Emit the data below verbatim, stripping out any pictures.

[Collected data entries]
▶

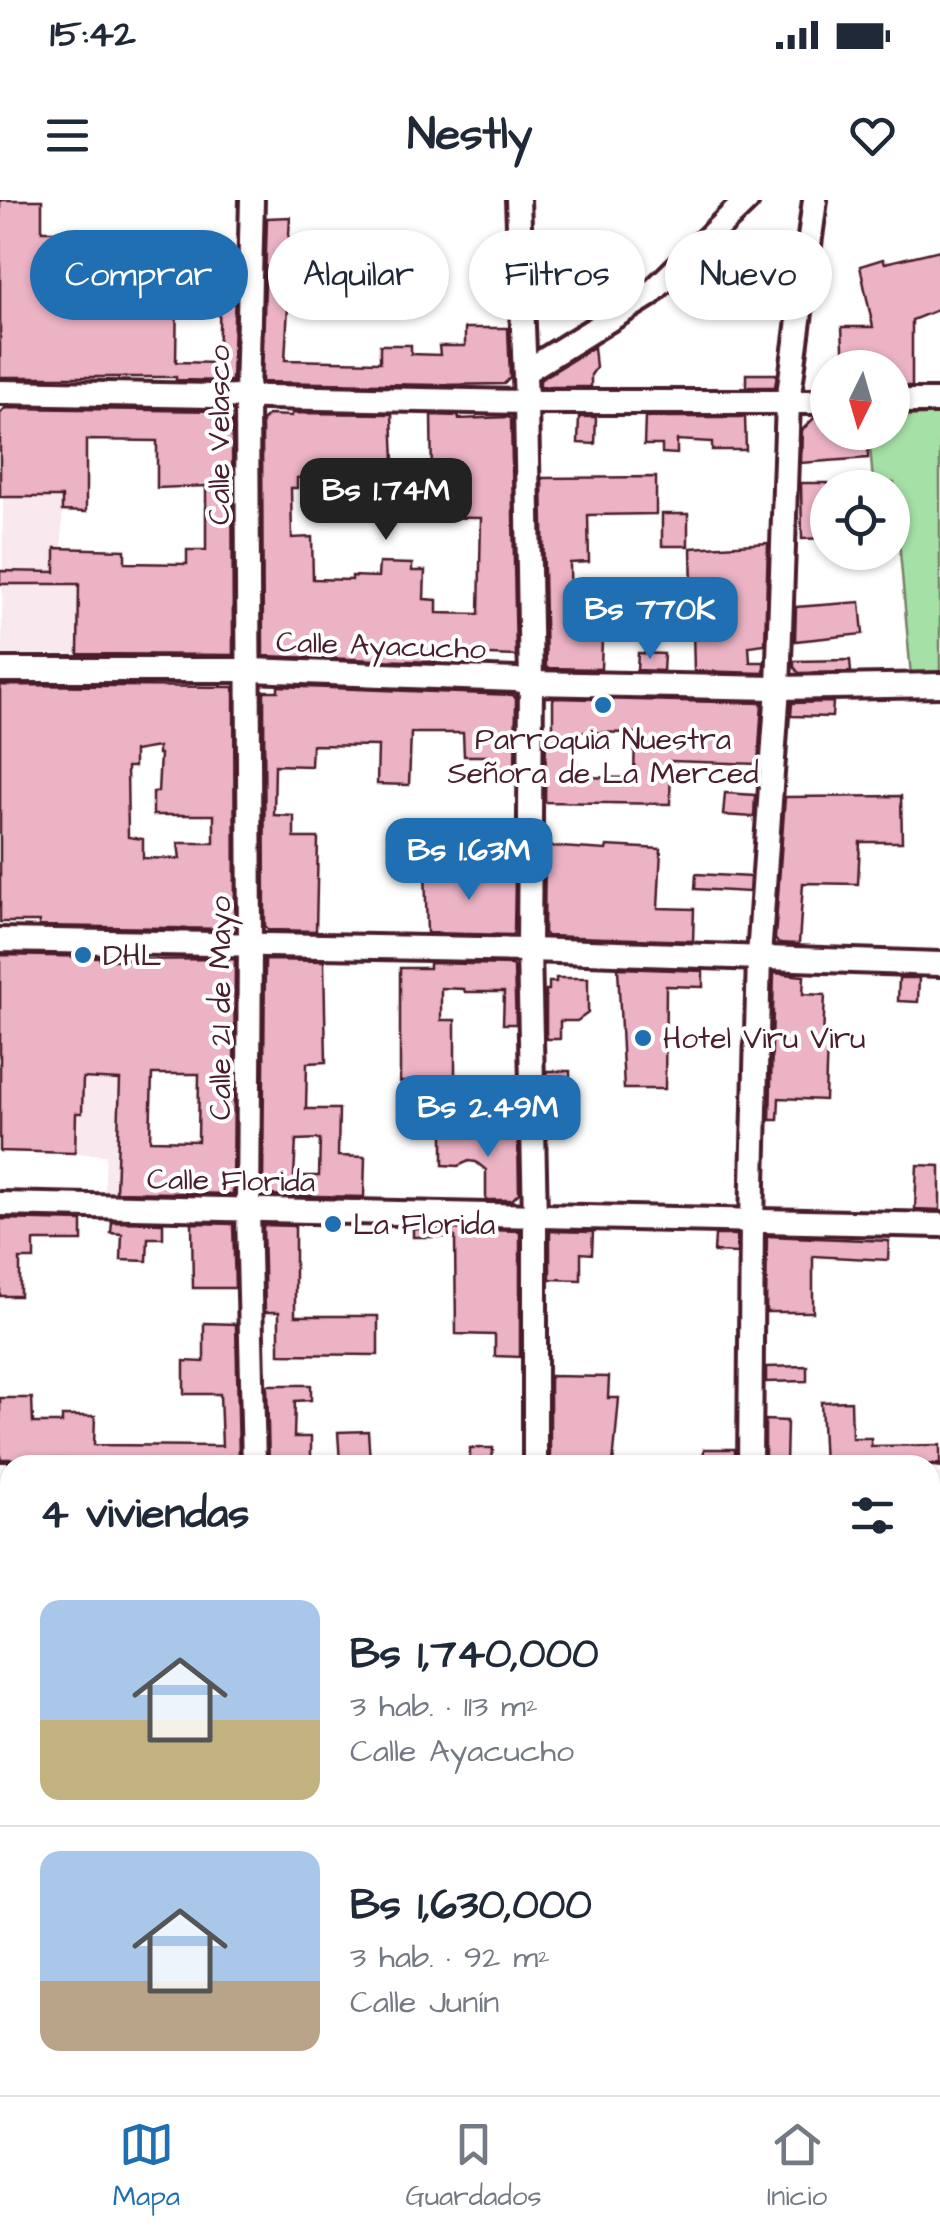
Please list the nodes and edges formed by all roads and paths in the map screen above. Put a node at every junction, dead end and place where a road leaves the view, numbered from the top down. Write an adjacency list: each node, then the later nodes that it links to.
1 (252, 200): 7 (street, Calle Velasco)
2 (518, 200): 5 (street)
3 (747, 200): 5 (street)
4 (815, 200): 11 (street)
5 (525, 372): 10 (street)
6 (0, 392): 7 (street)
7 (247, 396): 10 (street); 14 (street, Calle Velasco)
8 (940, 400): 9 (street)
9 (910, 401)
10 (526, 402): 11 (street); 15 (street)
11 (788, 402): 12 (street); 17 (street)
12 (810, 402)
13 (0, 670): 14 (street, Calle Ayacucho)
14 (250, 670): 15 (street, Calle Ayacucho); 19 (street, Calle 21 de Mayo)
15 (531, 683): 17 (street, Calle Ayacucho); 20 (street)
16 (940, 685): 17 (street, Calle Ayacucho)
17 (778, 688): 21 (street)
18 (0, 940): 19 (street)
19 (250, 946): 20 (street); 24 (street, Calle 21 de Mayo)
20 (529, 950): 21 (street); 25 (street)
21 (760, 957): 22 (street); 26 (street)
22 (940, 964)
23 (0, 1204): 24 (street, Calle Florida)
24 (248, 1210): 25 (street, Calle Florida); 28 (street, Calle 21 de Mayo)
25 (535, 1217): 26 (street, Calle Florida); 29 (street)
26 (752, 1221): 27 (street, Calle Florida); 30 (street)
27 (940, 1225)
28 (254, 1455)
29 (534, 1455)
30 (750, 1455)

◀

> _REPLY_:
Please list the nodes and edges formed by all roads and paths in the map screen above. Put a node at every junction, dead end and place where a road leaves the view, numbered from the top down. Write an adjacency list: each node, then the later nodes that it links to.
1 (252, 200): 7 (street, Calle Velasco)
2 (518, 200): 5 (street)
3 (747, 200): 5 (street)
4 (815, 200): 11 (street)
5 (525, 372): 10 (street)
6 (0, 392): 7 (street)
7 (247, 396): 10 (street); 14 (street, Calle Velasco)
8 (940, 400): 9 (street)
9 (910, 401)
10 (526, 402): 11 (street); 15 (street)
11 (788, 402): 12 (street); 17 (street)
12 (810, 402)
13 (0, 670): 14 (street, Calle Ayacucho)
14 (250, 670): 15 (street, Calle Ayacucho); 19 (street, Calle 21 de Mayo)
15 (531, 683): 17 (street, Calle Ayacucho); 20 (street)
16 (940, 685): 17 (street, Calle Ayacucho)
17 (778, 688): 21 (street)
18 (0, 940): 19 (street)
19 (250, 946): 20 (street); 24 (street, Calle 21 de Mayo)
20 (529, 950): 21 (street); 25 (street)
21 (760, 957): 22 (street); 26 (street)
22 (940, 964)
23 (0, 1204): 24 (street, Calle Florida)
24 (248, 1210): 25 (street, Calle Florida); 28 (street, Calle 21 de Mayo)
25 (535, 1217): 26 (street, Calle Florida); 29 (street)
26 (752, 1221): 27 (street, Calle Florida); 30 (street)
27 (940, 1225)
28 (254, 1455)
29 (534, 1455)
30 (750, 1455)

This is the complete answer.